The simplest way to think of the Cloud Computing as a remote computer that you can connect to via Internet and on the pay-per-usage basis do the software development utilizing the development tools on that computer, or run a business from it.
The more computer processing power you need, the more will be provided to you automatically similar to how electricity is provided to you through your wall outlet. You will pay only for what you use.
That is the Cloud Computing at its simplest.
But a perceptive reader may notice that for a Cloud to work as explained something is missing from the explanation. “Wait a minute,” such a reader may exclaim, “I can picture how a consumer can use the development tools on that remote computer or even use a business software to run a business, but how in the world would that computer give more processing power when consumer reaches the limit of that computer’s power? What if that user’s business suddenly picks up and is flooded with orders which would require the power equivalent to several powerful computers to handle – how then will that remote computer accommodate such a situation?”
The answer lies in the two technologies that the computer scientists have been working on since the 1990s: Virtualization and Grid Computing. In couple of minutes you will see how these two technologies when married become what we know today as Cloud Computing.
Virtualization technology allows to divide one physical computer into smaller virtual computers that appear to the user as completely isolated from one another physical computers.
Grid Computing technology, on the other hand, links separate and heterogeneous computers to cooperate and work together to appear as one powerful computer.

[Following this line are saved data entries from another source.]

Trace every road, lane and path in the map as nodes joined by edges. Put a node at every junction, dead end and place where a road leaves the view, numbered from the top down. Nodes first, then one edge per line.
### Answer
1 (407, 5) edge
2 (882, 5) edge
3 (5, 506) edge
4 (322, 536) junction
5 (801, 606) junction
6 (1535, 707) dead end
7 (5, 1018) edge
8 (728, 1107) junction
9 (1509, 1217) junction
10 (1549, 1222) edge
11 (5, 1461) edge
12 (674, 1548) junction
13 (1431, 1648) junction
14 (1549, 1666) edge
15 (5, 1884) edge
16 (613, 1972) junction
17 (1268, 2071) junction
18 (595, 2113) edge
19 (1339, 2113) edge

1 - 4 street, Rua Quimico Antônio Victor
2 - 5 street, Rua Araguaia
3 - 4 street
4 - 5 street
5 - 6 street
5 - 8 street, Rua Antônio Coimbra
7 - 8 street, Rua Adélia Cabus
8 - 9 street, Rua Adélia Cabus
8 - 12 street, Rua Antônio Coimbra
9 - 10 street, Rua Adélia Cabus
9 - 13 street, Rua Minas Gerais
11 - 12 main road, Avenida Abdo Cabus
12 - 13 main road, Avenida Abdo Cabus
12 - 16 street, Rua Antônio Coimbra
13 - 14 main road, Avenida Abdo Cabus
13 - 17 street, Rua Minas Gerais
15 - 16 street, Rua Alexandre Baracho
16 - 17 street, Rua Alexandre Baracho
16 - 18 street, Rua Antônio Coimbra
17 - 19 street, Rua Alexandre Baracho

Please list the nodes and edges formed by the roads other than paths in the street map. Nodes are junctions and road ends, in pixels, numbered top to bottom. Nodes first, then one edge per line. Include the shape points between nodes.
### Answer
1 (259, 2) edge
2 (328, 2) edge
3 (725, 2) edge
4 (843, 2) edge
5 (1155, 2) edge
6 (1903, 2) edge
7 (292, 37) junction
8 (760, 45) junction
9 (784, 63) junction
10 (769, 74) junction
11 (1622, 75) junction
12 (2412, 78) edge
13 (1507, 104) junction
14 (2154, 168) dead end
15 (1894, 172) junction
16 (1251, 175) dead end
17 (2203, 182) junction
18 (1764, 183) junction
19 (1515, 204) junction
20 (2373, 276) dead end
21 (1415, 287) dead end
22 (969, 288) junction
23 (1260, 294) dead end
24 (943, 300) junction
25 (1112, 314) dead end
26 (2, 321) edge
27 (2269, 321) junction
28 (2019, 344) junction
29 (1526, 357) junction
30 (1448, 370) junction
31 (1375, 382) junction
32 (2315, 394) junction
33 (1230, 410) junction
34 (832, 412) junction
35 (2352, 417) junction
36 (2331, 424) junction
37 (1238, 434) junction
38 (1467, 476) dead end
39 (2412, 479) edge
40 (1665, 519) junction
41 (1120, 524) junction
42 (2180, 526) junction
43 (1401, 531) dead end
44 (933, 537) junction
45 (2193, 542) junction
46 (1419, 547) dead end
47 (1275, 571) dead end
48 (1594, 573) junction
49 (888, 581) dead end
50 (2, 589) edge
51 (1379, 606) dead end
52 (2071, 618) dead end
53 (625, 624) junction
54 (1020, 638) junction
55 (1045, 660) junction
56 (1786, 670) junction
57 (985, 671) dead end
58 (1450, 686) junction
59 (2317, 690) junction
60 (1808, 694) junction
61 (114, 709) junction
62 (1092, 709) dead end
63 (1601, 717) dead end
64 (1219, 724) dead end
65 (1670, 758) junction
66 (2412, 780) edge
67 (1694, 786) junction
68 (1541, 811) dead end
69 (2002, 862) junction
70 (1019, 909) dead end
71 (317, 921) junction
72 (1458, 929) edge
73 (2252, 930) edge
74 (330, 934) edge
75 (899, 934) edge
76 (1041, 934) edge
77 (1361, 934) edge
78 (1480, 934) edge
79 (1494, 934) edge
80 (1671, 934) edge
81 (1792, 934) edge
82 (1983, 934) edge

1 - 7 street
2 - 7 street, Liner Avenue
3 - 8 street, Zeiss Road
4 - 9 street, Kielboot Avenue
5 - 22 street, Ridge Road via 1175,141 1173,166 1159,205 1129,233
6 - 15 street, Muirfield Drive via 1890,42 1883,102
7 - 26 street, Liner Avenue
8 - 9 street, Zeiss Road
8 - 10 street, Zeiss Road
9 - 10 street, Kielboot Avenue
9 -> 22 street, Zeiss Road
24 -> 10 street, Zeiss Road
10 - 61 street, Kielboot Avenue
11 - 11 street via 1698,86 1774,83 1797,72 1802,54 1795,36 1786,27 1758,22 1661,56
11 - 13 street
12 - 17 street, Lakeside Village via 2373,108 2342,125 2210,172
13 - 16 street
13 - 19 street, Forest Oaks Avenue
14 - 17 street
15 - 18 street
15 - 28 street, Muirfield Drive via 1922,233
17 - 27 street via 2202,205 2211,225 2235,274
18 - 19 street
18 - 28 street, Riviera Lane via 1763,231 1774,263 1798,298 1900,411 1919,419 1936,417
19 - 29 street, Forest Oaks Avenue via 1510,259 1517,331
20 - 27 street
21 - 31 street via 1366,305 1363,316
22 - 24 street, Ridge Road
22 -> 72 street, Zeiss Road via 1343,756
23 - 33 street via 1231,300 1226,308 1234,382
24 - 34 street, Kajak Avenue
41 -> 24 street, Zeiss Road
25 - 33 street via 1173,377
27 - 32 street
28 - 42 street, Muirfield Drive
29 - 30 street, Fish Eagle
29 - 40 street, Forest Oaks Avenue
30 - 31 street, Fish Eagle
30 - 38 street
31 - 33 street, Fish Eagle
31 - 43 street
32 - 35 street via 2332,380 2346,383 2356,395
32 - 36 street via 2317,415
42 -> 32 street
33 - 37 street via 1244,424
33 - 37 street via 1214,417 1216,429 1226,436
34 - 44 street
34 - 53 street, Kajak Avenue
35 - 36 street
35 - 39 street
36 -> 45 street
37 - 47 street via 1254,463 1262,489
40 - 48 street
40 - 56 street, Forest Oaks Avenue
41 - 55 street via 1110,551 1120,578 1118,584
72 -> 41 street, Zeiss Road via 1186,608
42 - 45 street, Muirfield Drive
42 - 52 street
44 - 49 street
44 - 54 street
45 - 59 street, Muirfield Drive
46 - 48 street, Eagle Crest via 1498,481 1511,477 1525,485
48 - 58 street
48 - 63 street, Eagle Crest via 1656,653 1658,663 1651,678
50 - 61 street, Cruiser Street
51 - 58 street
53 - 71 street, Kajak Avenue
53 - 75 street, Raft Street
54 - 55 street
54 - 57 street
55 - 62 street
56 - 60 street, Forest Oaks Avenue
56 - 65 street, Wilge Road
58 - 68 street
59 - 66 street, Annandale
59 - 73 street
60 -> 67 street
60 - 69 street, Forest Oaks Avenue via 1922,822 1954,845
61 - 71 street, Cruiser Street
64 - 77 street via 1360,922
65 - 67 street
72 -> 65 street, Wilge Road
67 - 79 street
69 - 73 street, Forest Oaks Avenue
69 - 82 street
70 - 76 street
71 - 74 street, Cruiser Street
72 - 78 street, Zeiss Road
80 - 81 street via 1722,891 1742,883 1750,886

Now let’s put these two technologies together to create our basic Cloud. First we would purchase two or three powerful computers. Then we would use the Virtualization technology to divide each of those powerful computers into a number of smaller virtual computers. Having done that, we would start renting out these small virtual computers to customers over Internet and charge them per usage. And when any of our customers at any moment needed more processing power than their small virtual computer could provide, our Cloud management system, using the Grid-based technology, would automatically link an additional small virtual computer to the customer’s original one and create a new virtual computer twice as powerful as what they had a moment ago. And, of course, we would start changing twice as much. Should their demand increase again, we would automatically link an additional small virtual computer resulting in a computer three times as powerful as customer’s original small virtual computer. Later, if that customer needed less computing power, our Cloud management system would automatically unlink one or two of the small virtual computers and the customer would end with less processing power. The heart of our Cloud is now beating.
Both technologies – the virtualization and grid-computing have been combined and implemented into a piece of software called hypervisor. Hypervisor gets loaded directly onto the computer hardware and is capable of subdividing that hardware into virtual machines and then auto-scale out or in.
So in summary, the key idea behind the Cloud is to break up the computing resources into small chunks and then using those chunks to scale out or in, dynamically responding to customer’s demand.
The rest are details. To build a truly industry-grade body for our Cloud we would need to add such pieces as self-provisioning services, very sophisticated security mechanisms, and many other things. I will explore those features in the future posts.